EX-99.(H) 3 exh.htm exh.htm -- Converted by SEC Publisher, created by BCL Technologies Inc., for SEC Filing

Exhibit (h)

[Letterhead of Wachtell, Lipton, Rosen & Katz]

January 10, 2007

Expedia, Inc.
3150 139th Avenue, SE
Bellevue, Washington 98005
 
IAC/InterActiveCorp
152 West 57th Street
New York, New York 10019

Ladies and Gentlemen:

     We have acted as special tax counsel to Expedia, Inc., a Delaware corporation (“Expedia”), in connection with (i) the purchase by Expedia, in open market transactions between May 2006 and July 2006 (the “Repurchase”), of 20,000,000 shares of its common stock, par value $.001 per share (“Expedia Common Stock”), representing approximately 6% of the Expedia Common Stock then outstanding, and (ii) the proposed purchase by Expedia, pursuant to a tender offer (the “Proposed Transaction”), of up to 30,000,000 shares of Expedia Common Stock, representing approximately 10% of the Expedia Common Stock currently outstanding, and, subject to certain conditions and applicable law, the potential purchase by Expedia of up to an additional 2% of the outstanding shares of Expedia Common Stock, in each case as described in the tender offer statement, filed on Schedule TO with the Securities and Exchange Commission on December 11, 2006 (the “Tender Offer Statement”), and in the offer to purchase, dated December 11, 2006 (together with the Tender Offer Statement, the “Offering Documents”). At your request, and pursuant to Section 4(c) of the Tax Sharing Agreement, dated as of August 9, 2005, by and between IAC/InterActiveCorp, a Delaware corporation (“IAC”) and Expedia (the “Tax Sharing Agreement”), we are rendering our opinion regarding certain United States federal income tax consequences of the Proposed Transaction.

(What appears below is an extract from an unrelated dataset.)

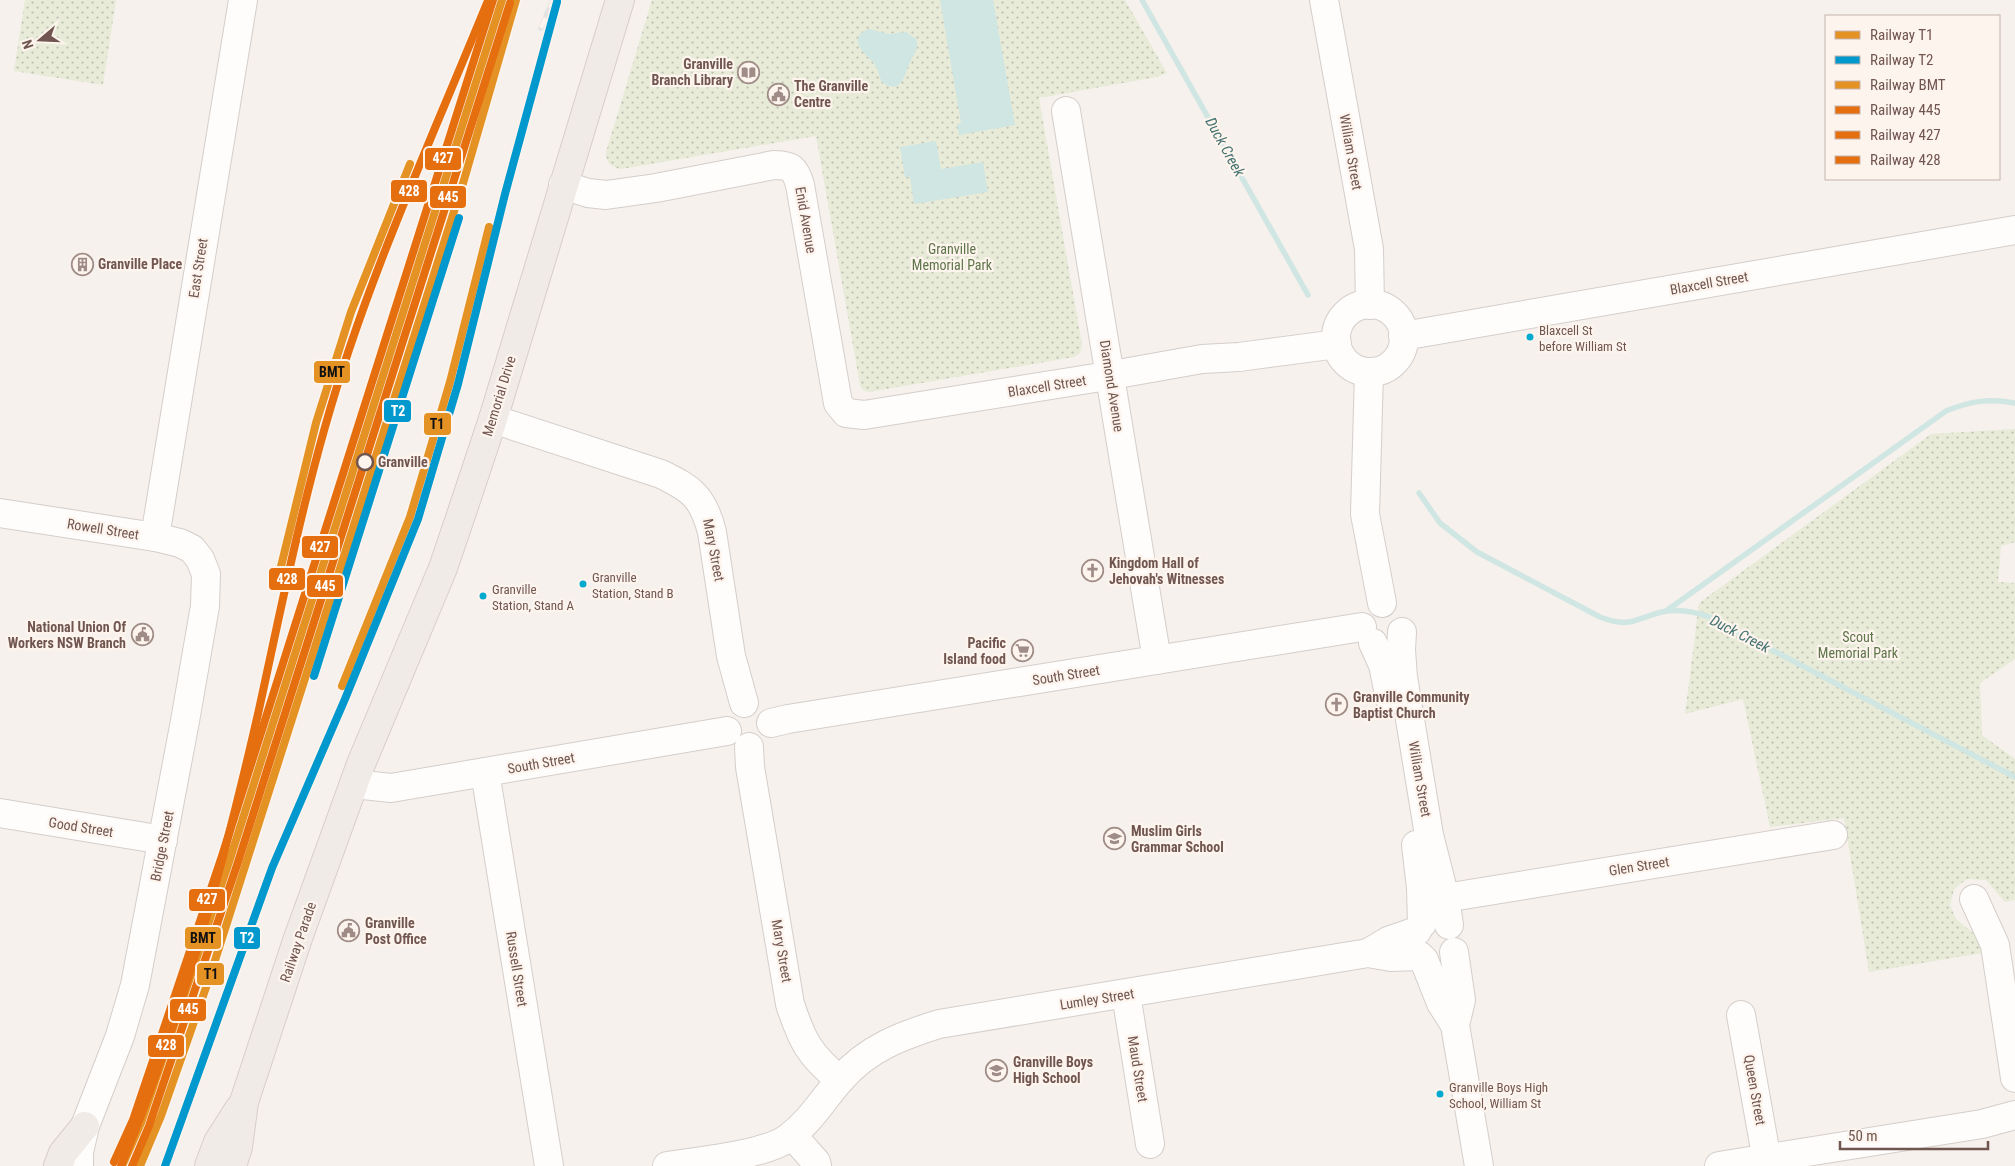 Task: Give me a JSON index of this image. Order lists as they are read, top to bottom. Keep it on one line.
{"streets":{"main road":["Memorial Drive","Railway Parade"],"street":["William Street","Enid Avenue","East Street","Blaxcell Street","Diamond Avenue","Rowell Street","Mary Street","South Street","Good Street","Bridge Street","Glen Street","Russell Street","Lumley Street","Maud Street","Queen Street"]},"crossings":[["William Street","Blaxcell Street"],["William Street","South Street"],["William Street","Glen Street"],["William Street","Lumley Street"],["Enid Avenue","Blaxcell Street"],["Enid Avenue","Memorial Drive"],["East Street","Rowell Street"],["Blaxcell Street","Diamond Avenue"],["Diamond Avenue","South Street"],["Memorial Drive","Mary Street"],["Memorial Drive","South Street"],["Memorial Drive","Railway Parade"],["Rowell Street","Bridge Street"],["Mary Street","South Street"],["Mary Street","Lumley Street"],["South Street","Railway Parade"],["South Street","Russell Street"],["Good Street","Bridge Street"],["Lumley Street","Maud Street"]],"water":["Duck Creek"],"parks":["Granville Memorial Park","Scout Memorial Park"],"places":{"library":["Granville Branch Library"],"public building":["The Granville Centre","National Union Of Workers NSW Branch","Granville Post Office"],"building":["Granville Place"],"other":["Blaxcell St before William St","Granville","Granville Station, Stand B","Granville Station, Stand A","Granville Boys High School, William St"],"church":["Kingdom Hall of Jehovah's Witnesses","Granville Community Baptist Church"],"supermarket":["Pacific Island food"],"school or university":["Muslim Girls Grammar School","Granville Boys High School"]},"lines":["rail line T1","rail line BMT","rail line 427","rail line T2","rail line 445","rail line 428"],"legend":["Railway T1","Railway T2","Railway BMT","Railway 445","Railway 427","Railway 428"],"scale_bar":"50 m","north":"left"}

[Letterhead of Wachtell, Lipton, Rosen & Katz]

     In connection with rendering our opinion, we have reviewed the Tax Sharing Agreement, the Offering Documents and such other documents as we have deemed necessary or appropriate for purposes of our opinion.

     For purposes of the opinion set forth below, we have relied, with the consent of Expedia and IAC, upon the accuracy and completeness of the statements and representations contained in the officer’s certificate of Expedia dated the date hereof (the “Officer’s Certificate”), and have assumed that such statements and representations are true, complete and correct (and will remain true, complete and correct at all times up to and including the time of the Proposed Transaction), and that all such statements and representations made to the knowledge of any person or entity or with similar qualification are and will be true and correct as if made without such qualification. We have also assumed that the Spin-Off-Related Transactions1 would have qualified for Tax-Free Status if the Proposed Transaction did not occur.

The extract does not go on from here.